YOUR TASK: Search each line of the data for the word "Binnari"; copy every line where it is found.

PROVIDED INFORMATION:
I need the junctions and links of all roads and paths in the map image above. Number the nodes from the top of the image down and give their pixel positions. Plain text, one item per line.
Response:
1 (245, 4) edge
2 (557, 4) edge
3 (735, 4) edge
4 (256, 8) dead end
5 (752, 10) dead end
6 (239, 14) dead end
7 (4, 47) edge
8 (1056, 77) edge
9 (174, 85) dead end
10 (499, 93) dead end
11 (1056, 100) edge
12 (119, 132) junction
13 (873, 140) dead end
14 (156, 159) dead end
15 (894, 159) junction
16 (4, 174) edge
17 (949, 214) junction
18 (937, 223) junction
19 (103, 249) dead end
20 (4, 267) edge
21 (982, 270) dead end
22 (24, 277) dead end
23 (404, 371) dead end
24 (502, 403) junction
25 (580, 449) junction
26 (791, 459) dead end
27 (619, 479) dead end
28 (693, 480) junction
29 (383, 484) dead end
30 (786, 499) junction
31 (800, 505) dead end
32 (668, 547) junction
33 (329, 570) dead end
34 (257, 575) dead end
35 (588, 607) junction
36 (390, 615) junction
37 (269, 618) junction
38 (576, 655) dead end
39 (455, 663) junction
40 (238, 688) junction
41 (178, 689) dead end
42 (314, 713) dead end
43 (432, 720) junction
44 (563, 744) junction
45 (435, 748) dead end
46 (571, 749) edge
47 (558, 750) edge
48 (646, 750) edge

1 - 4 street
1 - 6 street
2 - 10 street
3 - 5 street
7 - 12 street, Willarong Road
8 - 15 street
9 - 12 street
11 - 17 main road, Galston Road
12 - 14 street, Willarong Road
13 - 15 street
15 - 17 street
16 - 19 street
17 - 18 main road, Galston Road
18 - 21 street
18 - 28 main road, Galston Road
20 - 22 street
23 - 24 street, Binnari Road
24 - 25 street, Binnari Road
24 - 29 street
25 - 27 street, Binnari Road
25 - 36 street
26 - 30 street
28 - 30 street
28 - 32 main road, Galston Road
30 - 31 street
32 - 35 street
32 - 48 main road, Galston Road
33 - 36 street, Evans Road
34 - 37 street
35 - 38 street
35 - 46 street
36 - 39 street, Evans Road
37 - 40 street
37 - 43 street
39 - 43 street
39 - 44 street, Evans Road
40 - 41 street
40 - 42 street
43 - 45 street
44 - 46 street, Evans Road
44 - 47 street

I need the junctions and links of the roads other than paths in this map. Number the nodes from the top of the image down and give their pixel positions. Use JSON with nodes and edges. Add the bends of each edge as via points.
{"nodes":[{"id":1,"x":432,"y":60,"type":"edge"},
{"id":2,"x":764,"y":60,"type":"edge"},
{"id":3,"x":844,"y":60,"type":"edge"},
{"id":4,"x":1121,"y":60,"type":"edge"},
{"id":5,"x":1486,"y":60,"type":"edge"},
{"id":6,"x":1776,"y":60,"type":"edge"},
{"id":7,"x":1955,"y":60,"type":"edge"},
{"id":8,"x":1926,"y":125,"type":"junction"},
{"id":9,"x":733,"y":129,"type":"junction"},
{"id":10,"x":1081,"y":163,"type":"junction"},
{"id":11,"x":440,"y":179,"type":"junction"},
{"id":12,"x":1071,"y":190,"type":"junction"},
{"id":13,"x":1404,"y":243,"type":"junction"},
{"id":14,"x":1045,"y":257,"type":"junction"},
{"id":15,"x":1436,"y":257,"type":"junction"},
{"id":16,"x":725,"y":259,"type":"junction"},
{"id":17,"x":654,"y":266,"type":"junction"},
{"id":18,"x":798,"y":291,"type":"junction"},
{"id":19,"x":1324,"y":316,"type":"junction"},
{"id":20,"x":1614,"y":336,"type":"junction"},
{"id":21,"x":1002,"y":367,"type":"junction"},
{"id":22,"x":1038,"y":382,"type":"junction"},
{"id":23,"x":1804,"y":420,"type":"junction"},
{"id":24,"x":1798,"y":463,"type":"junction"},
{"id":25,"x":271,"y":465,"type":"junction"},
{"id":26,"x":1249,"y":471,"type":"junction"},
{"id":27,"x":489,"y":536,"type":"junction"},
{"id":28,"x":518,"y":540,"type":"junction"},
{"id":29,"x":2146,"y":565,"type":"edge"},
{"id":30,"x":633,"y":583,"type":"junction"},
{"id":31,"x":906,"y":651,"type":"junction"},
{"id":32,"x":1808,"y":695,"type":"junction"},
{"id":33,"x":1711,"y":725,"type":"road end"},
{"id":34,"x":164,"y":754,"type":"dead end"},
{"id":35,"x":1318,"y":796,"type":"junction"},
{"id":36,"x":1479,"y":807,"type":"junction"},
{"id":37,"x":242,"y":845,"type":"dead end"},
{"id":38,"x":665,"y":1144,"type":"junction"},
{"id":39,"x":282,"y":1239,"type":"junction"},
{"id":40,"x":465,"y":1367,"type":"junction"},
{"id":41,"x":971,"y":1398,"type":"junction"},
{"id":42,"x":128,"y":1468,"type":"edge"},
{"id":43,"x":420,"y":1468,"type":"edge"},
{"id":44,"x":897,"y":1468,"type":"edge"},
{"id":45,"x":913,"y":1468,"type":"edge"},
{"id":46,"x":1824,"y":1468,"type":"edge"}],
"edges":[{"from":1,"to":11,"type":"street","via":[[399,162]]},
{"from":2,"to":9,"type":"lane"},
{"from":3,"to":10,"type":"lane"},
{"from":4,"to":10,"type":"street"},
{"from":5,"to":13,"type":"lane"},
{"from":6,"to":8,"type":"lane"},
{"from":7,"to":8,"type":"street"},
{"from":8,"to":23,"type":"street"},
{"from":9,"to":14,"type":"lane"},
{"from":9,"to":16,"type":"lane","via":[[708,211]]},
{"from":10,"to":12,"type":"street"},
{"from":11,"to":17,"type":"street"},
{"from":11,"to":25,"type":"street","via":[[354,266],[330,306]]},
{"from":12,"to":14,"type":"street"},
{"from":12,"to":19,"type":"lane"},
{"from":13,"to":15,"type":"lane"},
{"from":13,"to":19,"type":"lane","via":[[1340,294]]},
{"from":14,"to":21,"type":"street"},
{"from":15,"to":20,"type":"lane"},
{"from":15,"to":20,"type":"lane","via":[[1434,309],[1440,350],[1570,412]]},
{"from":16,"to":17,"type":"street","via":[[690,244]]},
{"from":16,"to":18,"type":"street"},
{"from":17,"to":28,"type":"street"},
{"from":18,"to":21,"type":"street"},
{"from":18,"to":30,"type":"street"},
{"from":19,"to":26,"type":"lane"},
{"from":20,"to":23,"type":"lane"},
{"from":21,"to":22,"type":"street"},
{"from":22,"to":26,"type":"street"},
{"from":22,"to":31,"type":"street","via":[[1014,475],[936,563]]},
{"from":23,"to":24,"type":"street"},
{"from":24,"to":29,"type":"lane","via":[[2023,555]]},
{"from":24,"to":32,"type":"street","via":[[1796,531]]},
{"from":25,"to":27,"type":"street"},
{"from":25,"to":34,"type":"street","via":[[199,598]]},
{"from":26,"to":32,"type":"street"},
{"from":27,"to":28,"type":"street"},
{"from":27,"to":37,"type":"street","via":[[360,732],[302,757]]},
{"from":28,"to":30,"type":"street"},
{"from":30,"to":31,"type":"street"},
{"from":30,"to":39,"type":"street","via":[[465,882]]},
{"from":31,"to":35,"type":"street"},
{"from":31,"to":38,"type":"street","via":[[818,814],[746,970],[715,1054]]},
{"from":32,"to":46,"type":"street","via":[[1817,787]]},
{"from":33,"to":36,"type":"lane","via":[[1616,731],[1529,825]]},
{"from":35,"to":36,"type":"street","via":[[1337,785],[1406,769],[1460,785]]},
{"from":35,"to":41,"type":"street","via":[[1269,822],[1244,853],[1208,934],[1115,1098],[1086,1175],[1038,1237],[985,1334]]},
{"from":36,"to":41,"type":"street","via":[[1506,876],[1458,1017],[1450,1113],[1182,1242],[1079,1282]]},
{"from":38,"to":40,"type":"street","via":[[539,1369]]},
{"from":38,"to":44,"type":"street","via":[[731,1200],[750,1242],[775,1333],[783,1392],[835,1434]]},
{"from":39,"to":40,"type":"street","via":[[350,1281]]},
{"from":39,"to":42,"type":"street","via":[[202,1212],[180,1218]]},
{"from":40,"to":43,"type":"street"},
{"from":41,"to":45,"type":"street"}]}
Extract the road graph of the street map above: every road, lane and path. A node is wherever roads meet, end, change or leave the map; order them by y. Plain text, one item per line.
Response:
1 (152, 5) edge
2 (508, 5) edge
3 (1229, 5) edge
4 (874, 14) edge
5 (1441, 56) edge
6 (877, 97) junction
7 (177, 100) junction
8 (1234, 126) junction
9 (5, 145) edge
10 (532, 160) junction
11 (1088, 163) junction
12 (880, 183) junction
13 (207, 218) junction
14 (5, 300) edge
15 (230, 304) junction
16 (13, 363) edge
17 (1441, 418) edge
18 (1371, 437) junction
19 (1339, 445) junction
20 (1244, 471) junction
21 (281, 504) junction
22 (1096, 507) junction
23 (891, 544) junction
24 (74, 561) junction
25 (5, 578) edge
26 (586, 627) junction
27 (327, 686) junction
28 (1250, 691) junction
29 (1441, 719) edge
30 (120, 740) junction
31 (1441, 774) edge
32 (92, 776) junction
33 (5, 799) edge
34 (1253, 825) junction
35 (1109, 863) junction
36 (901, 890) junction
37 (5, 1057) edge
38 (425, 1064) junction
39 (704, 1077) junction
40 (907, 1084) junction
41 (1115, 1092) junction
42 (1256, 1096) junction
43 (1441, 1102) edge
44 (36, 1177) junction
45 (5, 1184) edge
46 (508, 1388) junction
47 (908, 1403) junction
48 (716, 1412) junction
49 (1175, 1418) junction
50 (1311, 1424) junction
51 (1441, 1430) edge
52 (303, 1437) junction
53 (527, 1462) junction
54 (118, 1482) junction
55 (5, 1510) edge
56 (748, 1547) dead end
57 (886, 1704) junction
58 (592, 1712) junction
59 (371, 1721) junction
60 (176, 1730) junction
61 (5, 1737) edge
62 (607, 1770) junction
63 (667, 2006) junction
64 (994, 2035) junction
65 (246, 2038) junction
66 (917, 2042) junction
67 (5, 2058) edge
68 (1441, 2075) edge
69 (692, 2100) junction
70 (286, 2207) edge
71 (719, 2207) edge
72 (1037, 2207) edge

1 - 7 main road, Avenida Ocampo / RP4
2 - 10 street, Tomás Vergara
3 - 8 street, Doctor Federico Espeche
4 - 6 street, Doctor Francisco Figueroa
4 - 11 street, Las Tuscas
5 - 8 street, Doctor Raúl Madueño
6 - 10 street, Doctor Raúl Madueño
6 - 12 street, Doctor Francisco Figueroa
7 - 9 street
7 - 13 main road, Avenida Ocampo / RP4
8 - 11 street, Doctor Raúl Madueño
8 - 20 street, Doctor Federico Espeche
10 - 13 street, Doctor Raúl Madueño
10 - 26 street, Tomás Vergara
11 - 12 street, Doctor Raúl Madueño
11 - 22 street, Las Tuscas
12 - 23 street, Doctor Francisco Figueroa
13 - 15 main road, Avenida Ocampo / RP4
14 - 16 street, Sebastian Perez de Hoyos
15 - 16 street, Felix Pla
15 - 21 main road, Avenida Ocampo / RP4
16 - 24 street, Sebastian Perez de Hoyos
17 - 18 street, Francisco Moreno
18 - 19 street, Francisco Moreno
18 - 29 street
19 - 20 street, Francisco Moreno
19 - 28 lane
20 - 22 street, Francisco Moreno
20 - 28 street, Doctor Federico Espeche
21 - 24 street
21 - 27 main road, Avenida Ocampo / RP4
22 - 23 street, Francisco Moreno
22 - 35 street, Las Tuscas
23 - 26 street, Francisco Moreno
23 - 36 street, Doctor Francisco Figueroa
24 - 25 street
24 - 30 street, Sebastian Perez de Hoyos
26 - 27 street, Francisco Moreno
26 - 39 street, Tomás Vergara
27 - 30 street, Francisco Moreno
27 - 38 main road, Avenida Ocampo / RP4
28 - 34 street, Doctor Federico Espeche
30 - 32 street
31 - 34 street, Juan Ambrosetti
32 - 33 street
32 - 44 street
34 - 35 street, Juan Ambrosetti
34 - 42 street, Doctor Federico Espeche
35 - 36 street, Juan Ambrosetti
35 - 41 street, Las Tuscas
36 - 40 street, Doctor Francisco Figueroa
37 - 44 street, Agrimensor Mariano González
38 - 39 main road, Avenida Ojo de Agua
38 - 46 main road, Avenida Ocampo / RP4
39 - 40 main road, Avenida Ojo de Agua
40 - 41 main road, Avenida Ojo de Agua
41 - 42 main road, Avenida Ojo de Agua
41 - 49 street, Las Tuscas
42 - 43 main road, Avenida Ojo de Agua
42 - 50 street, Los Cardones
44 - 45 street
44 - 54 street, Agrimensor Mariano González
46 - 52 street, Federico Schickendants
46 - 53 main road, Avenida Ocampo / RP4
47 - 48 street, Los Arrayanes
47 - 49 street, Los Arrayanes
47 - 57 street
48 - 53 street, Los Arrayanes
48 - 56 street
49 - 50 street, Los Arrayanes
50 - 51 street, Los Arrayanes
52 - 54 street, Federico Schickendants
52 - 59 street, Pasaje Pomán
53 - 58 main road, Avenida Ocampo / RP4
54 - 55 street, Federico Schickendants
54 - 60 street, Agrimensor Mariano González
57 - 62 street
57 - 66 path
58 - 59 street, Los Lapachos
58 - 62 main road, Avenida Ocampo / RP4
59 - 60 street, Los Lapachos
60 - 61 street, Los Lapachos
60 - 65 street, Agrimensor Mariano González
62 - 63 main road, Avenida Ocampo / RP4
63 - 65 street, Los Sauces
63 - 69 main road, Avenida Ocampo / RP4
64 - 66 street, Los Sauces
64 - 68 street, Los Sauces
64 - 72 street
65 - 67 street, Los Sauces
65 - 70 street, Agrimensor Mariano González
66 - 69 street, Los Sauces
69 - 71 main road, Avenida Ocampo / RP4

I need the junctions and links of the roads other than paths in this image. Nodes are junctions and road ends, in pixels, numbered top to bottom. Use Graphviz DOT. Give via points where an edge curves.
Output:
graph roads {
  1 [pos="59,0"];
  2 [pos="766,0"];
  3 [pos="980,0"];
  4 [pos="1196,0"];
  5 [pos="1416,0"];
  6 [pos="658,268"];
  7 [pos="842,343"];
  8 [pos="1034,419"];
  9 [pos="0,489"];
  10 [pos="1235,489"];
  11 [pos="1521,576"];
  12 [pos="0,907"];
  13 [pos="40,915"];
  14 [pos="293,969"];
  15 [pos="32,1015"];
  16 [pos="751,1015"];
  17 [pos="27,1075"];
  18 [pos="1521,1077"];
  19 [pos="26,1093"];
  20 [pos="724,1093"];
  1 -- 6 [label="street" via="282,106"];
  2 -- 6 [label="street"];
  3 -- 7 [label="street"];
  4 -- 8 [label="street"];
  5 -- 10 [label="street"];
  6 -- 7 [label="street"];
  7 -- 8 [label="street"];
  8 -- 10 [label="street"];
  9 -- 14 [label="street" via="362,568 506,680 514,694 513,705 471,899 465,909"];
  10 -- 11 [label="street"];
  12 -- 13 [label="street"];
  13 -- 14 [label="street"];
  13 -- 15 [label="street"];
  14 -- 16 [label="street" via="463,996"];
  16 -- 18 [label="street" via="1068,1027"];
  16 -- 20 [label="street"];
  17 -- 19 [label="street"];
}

SOLUTION FOR THIS EXERCISE:
23 - 24 street, Binnari Road
24 - 25 street, Binnari Road
25 - 27 street, Binnari Road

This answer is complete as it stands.